Strategically, that isn’t the half of it. The endgame is also very important: politics doesn’t begin when war ends. Mosul, the second largest city in Iraq and home to a substantial Sunni population, will need to be a base against Daesh forces along the Syrian Border, and also will need to be governed in such a way as to bring in as many persons as possible into a peaceful political process to avoid a resurgence of insurgency in the province. Local anti-Daesh fighters (including some Kurds) will be likely allies where they can be found, but in order to drive Daesh out, it will be necessary to create some way to both protect local people and empower dialogues which can give local authority figures (tribal or otherwise) a sense they have some input into their future outside working with Daesh.

The allied forces (Iraqi Army, Coalition, and Peshmerga) will also need to have well-defined areas of operation and responsibility, and with open communications between them.Trust between the coalition forces is essential. As both Iraqi and Kurdish forces have priorities outside Mosul’s liberation, it may be easy to splinter them by attacking elsewhere (as Daesh has done in past) and to drive wedges between them during the prolonged siege operations.  Already, complaints have surfaced about shortcomings in the Coalition’s communicative ability, and if these cripple the advance on Mosul, it will simply reinforce the sense of fatalism some commanders clearly have about the offensive.

Not only will demarcation areas be vital, so will be the promise of renewed political discussions over what Iraq’s future will look like once Daesh is driven from their Iraqi capital.

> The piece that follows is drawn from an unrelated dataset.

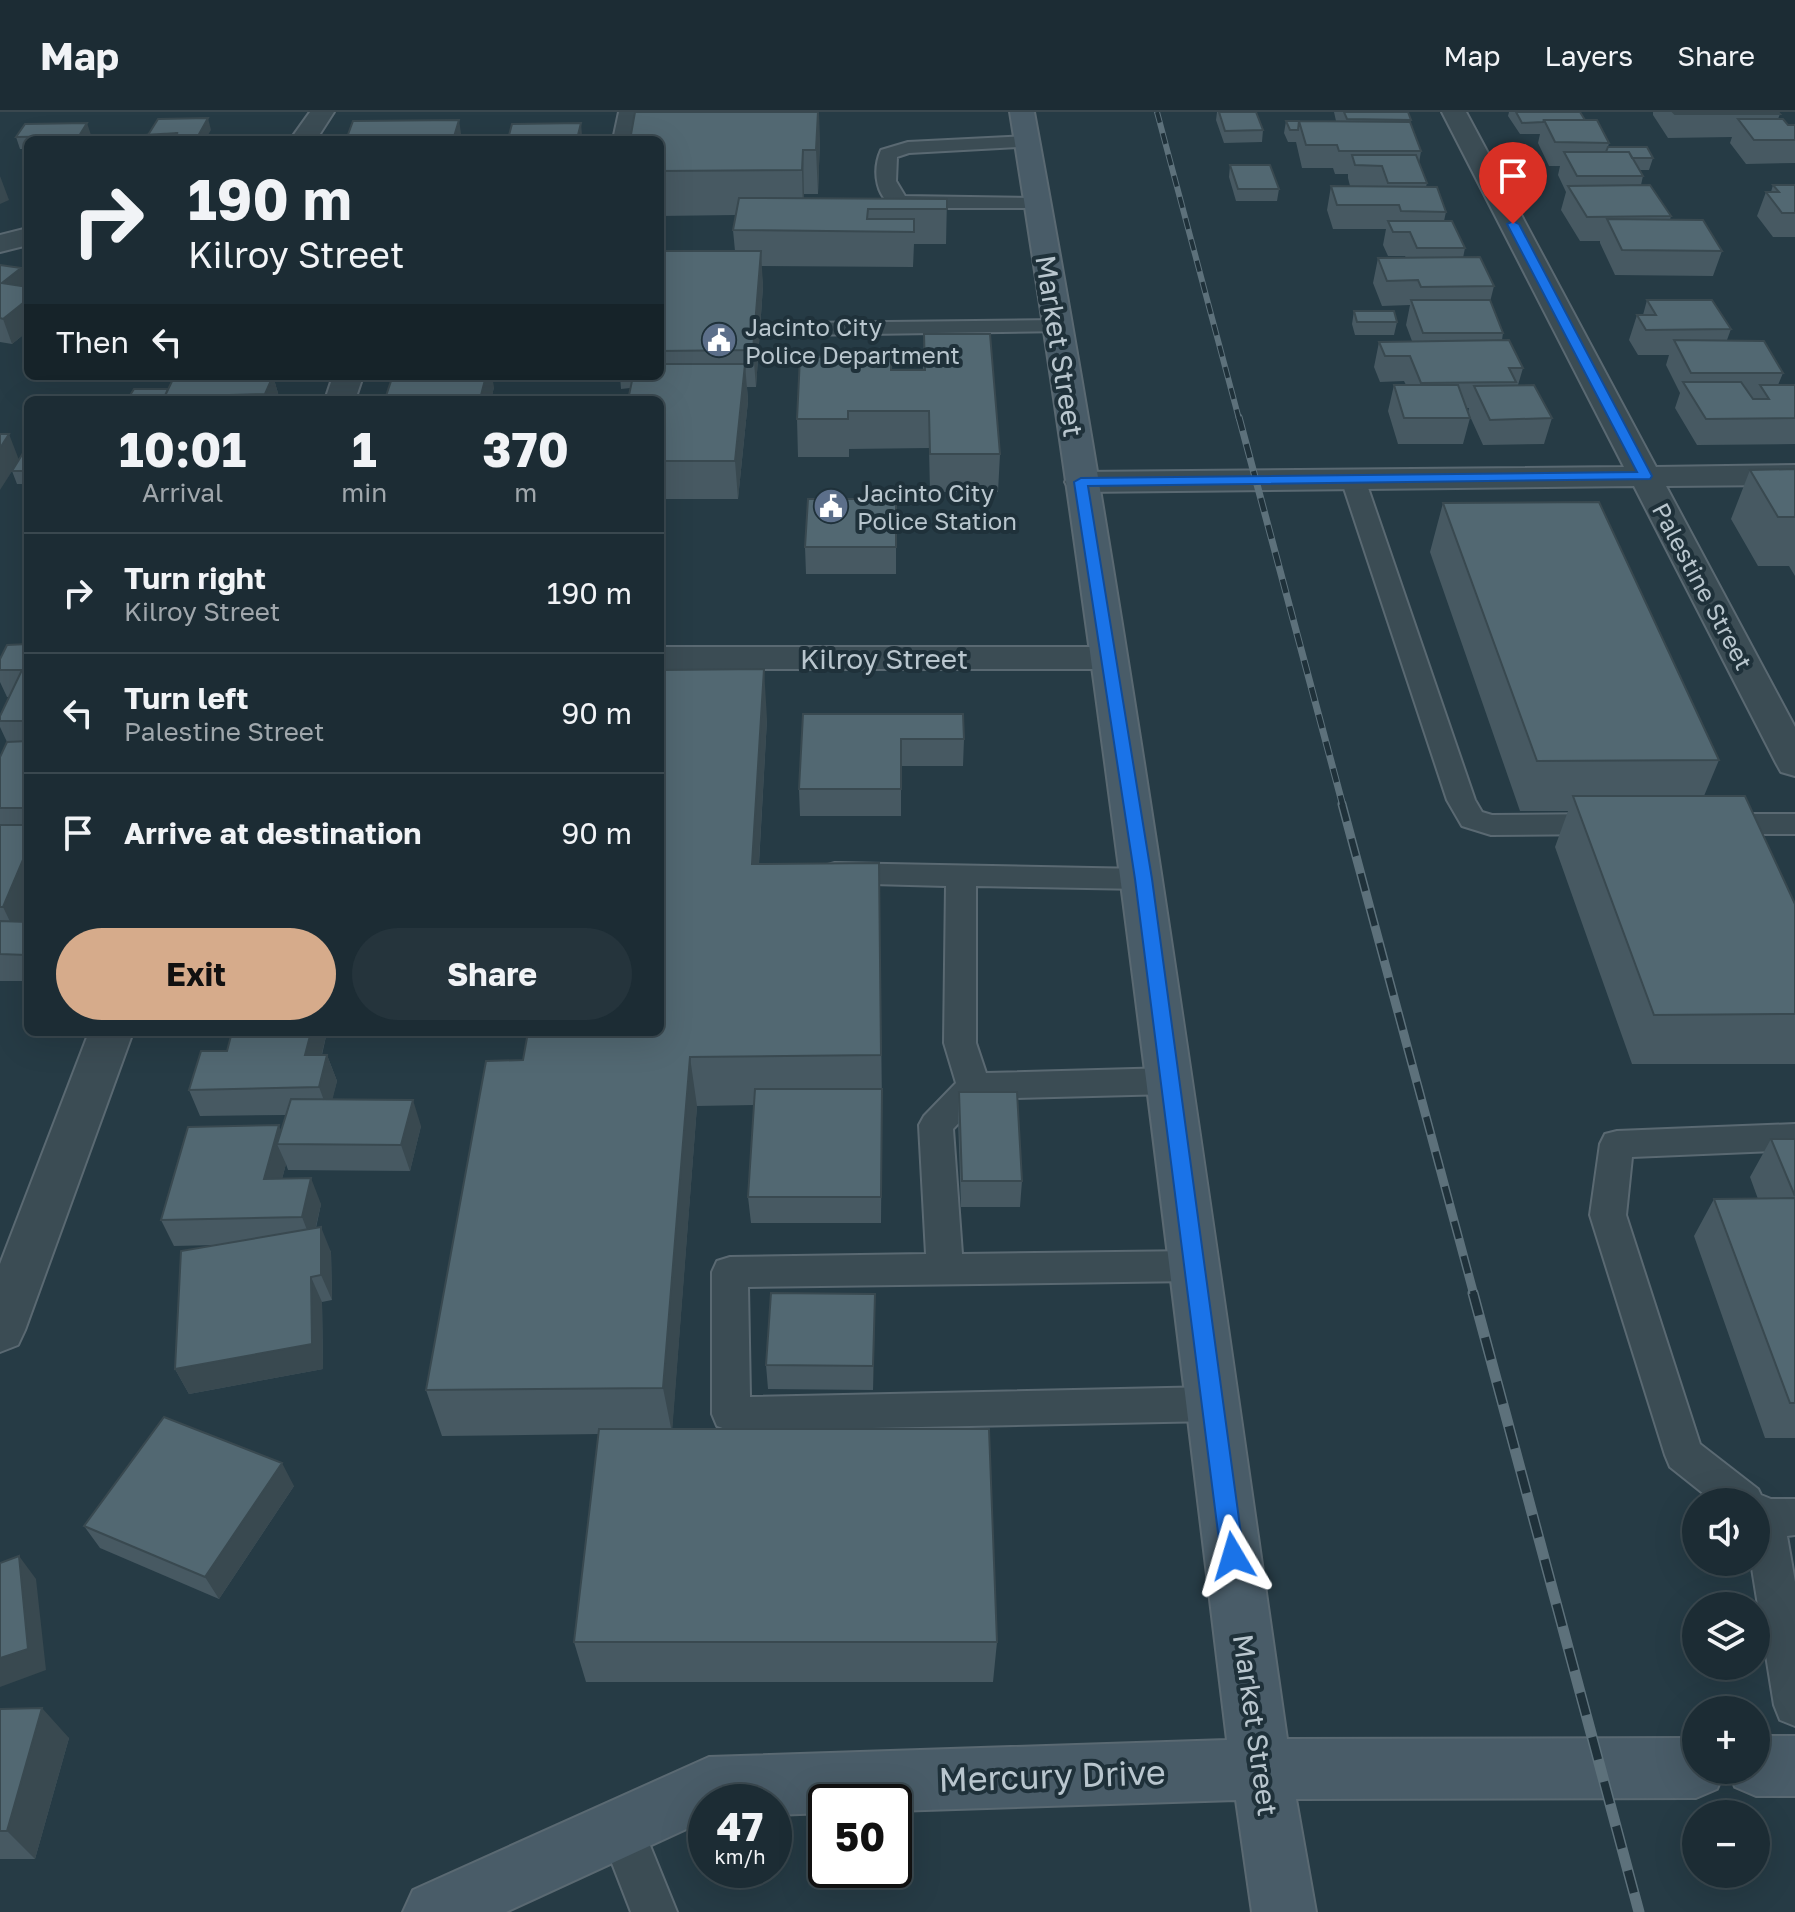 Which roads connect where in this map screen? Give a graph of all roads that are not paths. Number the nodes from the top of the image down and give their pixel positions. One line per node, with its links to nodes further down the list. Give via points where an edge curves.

There will be other struggles left: ones that may stretch over the border to Syria, and there will be the requirement to swiftly demobilize large militia organisations and prevent clashes between armed factions.  If Mosul falls and Daesh recedes, Iraq will still have open wounds to treat.  Hopefully, with Maliki gone, Abadi’s government will do a better job then Maliki’s did after the US withdrew in 2010, though what this would look like is still questionable, especially when oil revenues may be involved.

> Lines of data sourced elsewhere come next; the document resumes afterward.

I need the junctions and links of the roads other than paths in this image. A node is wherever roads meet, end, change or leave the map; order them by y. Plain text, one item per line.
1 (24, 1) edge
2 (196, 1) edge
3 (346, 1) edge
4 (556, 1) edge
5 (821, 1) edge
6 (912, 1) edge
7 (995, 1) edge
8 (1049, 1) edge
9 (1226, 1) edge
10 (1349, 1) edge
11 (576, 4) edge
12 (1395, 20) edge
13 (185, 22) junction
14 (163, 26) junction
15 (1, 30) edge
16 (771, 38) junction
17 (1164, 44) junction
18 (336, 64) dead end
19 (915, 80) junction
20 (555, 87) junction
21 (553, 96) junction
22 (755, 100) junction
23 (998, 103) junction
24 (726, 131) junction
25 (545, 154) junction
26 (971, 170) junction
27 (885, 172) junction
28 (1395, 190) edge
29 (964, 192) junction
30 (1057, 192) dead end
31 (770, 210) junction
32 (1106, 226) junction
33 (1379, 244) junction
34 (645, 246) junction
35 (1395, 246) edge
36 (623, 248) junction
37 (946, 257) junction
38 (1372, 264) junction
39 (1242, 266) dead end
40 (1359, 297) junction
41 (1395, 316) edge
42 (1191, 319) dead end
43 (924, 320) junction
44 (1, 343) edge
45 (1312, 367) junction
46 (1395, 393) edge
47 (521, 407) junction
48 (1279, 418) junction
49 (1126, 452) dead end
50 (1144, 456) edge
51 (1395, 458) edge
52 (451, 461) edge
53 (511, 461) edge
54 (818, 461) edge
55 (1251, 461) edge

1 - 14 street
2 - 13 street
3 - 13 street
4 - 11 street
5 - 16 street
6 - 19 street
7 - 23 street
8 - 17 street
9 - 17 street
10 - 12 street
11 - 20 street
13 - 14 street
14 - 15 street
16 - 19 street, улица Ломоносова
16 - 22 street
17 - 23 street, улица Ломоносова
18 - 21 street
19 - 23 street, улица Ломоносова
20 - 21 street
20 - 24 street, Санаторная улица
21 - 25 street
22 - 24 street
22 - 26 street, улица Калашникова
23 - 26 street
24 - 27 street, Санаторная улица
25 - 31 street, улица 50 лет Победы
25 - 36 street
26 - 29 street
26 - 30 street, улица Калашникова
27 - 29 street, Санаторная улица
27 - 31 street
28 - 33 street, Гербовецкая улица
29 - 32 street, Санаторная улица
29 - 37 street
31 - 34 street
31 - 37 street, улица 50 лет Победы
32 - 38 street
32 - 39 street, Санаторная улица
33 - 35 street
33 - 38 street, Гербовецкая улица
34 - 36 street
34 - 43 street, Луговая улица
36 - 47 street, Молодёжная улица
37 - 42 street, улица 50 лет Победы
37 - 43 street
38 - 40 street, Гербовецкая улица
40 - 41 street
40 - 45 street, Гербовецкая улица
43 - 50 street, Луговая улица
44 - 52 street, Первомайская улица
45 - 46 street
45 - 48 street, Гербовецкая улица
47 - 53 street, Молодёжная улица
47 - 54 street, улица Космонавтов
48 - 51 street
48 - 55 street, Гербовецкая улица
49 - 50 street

Even before all that, it is not hard to recognize that a lot is hinging on the success of this offensive. If Iraqi forces are ejected from Mosul again, especially in a rout, it will be a major blow to Coalition morale. It has political implications for US elections next year, especially as so many Republicans criticize President Obama’s slow “degrade and destroy” approach, which has not provided any decisive results thus far (though it never promised quick ones either). It might drive irreconcilable differences between Baghdad and Peshmerga political agendas, and it may embolden Shi’a political forces (with Iranian sanction) to threaten the new pluralist government. Daesh still has other strongholds and battlefields to entice foreign fighters to, and Mosul’s defense will likely be a focus for renewed efforts which could prove disastrous for the Coalition, even if their fighters are killed in the thousands (counting KIA, being a lesson of Vietnam apparently ignored by Sec. Kerry a few days ago).

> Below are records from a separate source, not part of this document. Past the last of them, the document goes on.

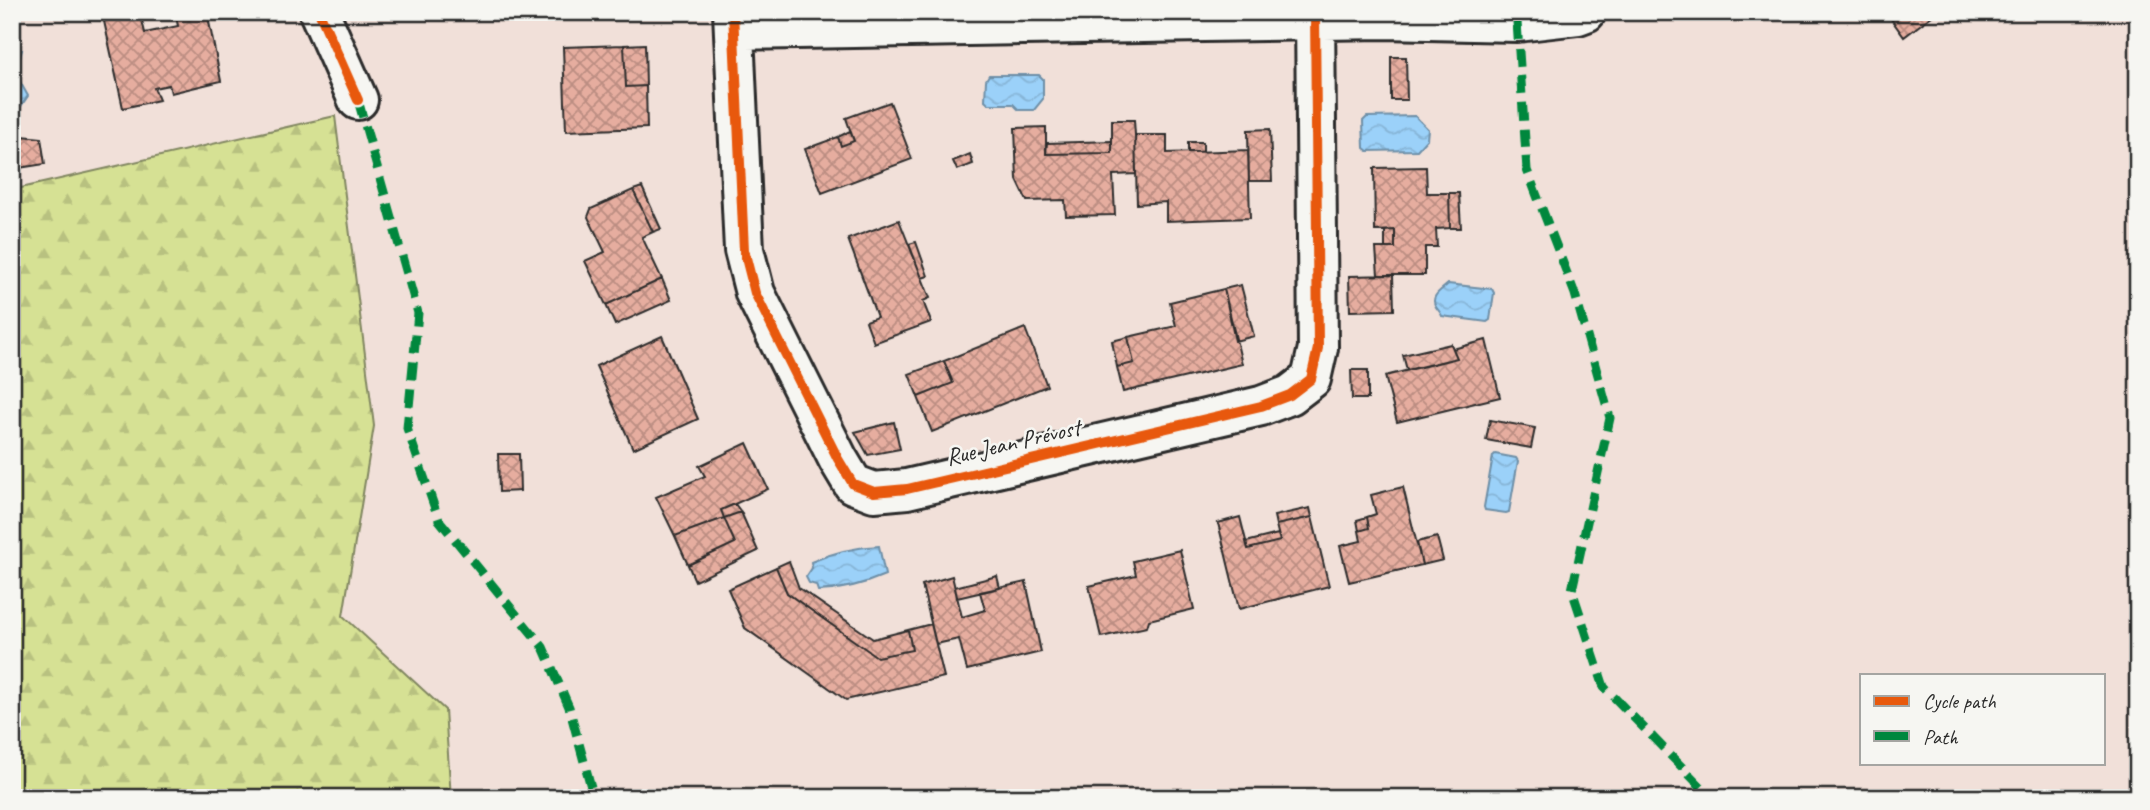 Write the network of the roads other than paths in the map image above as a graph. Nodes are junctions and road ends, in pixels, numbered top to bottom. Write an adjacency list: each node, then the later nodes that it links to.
1 (319, 12): 5 (street)
2 (1586, 12): 3 (street)
3 (1315, 16): 4 (street); 4 (street, Rue Jean Prévost)
4 (734, 21)
5 (358, 100)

Liberating Mosul will take lives, blood, money, determination, and time. Anyone expecting Daesh to crumble is to be applauded for their optimism, but resiliency is the name of the game. The world will watch Mosul carefully, and hopefully will see a day soon when the black flags are pulled down. However, the challenges are great, and Mosul will be a test for the coalition of foreign and local powers, one that hopefully they will meet.